**WHAT YOU SHOULD DO**
Each line containing the string "left" should be copied out of the entries.

*** Opening of DATA EXTRACTS ***

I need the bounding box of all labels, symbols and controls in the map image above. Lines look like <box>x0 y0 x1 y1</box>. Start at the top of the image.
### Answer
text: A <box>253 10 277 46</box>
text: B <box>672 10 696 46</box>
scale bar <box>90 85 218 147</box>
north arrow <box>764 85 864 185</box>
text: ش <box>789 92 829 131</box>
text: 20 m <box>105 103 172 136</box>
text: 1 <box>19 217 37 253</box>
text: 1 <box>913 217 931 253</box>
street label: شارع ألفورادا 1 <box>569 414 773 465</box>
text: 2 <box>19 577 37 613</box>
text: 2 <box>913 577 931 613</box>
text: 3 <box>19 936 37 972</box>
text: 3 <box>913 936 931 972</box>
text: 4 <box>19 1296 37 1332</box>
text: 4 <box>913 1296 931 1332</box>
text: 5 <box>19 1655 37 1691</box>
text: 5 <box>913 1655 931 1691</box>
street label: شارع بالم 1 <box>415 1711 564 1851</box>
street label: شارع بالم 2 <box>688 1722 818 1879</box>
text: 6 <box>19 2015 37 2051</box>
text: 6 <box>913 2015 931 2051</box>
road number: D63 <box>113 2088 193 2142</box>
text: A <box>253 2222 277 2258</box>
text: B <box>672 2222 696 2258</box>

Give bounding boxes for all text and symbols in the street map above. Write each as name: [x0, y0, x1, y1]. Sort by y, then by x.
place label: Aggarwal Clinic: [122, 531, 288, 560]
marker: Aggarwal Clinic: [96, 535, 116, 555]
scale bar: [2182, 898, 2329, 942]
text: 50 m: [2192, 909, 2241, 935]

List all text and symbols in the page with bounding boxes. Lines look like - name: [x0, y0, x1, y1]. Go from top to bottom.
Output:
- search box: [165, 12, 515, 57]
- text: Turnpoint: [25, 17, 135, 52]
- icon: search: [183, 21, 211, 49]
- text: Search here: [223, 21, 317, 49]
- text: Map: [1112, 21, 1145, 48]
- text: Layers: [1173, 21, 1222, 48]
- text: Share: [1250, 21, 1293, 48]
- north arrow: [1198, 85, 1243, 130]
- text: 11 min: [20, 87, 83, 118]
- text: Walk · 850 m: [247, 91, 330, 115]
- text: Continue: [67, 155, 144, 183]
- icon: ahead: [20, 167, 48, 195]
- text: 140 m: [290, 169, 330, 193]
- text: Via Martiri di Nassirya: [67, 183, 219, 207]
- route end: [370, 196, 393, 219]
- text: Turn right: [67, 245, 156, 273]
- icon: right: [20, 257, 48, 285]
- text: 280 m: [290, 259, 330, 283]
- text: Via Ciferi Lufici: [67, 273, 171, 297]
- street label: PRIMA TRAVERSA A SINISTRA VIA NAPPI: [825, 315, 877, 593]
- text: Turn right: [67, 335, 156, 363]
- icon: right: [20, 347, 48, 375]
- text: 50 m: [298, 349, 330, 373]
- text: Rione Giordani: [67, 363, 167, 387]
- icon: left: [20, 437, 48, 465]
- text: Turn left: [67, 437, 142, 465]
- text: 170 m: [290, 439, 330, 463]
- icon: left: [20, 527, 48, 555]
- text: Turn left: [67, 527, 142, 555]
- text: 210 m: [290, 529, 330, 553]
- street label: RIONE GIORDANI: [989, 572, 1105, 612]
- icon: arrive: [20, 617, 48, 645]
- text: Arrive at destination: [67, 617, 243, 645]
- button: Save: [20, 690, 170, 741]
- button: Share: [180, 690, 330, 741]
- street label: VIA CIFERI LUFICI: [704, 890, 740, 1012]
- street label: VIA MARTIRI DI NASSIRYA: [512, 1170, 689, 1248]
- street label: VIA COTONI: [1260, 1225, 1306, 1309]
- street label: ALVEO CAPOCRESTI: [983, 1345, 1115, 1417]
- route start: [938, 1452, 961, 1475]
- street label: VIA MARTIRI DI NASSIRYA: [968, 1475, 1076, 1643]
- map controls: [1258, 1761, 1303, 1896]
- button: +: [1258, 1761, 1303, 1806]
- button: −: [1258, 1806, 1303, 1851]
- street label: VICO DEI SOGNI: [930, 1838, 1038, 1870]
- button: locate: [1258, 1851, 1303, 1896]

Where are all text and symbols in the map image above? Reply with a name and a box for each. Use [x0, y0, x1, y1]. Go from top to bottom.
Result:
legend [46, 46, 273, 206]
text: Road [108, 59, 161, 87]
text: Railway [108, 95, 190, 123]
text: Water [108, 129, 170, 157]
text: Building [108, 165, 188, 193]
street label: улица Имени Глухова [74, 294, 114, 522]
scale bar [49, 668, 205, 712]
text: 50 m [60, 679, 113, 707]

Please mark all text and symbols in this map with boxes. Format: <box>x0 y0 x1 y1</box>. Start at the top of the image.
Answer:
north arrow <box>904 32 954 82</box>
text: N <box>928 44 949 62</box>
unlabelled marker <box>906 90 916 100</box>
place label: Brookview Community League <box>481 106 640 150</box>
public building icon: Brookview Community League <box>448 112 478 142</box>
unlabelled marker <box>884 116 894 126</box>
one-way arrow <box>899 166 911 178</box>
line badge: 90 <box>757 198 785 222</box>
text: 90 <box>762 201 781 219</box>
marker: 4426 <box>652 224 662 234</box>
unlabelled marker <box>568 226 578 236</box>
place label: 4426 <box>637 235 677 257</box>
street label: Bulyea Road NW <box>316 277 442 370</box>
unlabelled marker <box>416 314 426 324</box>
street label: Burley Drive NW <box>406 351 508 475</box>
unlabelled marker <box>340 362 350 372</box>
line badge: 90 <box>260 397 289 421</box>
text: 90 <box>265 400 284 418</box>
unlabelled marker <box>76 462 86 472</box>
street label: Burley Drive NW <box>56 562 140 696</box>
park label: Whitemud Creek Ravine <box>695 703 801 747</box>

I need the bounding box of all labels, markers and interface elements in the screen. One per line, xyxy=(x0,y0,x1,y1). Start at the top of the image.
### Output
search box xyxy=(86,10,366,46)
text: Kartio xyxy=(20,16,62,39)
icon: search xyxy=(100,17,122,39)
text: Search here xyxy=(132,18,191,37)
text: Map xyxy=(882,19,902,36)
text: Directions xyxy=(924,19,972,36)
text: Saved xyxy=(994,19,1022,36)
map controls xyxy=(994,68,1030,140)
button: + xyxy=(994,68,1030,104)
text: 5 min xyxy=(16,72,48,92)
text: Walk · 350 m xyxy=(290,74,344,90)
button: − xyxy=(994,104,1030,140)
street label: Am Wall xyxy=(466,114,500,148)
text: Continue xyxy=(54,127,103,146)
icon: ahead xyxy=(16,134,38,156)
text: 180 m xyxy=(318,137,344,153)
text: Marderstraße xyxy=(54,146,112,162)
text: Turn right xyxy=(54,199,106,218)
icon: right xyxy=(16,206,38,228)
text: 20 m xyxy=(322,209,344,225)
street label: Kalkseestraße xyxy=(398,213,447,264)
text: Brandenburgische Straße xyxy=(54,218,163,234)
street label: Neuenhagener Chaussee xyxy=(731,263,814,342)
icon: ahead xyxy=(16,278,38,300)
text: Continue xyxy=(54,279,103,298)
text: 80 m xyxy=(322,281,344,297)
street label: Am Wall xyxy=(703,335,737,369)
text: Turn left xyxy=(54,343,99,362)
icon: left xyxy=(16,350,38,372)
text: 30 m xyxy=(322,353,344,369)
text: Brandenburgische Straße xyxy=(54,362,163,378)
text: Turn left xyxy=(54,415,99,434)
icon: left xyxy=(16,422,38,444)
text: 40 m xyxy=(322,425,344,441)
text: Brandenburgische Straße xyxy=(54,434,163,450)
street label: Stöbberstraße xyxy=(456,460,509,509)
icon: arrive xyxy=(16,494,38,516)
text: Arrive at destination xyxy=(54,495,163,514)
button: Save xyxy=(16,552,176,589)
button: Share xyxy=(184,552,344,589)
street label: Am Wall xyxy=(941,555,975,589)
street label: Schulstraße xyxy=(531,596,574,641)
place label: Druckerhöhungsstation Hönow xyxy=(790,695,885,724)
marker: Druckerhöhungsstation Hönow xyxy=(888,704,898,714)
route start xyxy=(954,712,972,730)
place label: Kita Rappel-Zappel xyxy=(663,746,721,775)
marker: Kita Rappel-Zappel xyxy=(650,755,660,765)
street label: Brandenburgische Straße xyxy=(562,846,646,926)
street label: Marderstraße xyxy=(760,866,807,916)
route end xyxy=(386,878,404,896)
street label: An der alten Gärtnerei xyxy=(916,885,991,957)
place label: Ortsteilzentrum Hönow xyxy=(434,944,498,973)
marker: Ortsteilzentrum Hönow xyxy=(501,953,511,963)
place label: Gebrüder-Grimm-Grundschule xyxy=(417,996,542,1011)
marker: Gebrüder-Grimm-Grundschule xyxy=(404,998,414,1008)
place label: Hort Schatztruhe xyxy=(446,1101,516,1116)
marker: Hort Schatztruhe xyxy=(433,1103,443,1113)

*** Close of DATA EXTRACTS ***

**OUTPUT**
- icon: left: [20, 437, 48, 465]
- text: Turn left: [67, 437, 142, 465]
- icon: left: [20, 527, 48, 555]
- text: Turn left: [67, 527, 142, 555]
text: Turn left xyxy=(54,343,99,362)
icon: left xyxy=(16,350,38,372)
text: Turn left xyxy=(54,415,99,434)
icon: left xyxy=(16,422,38,444)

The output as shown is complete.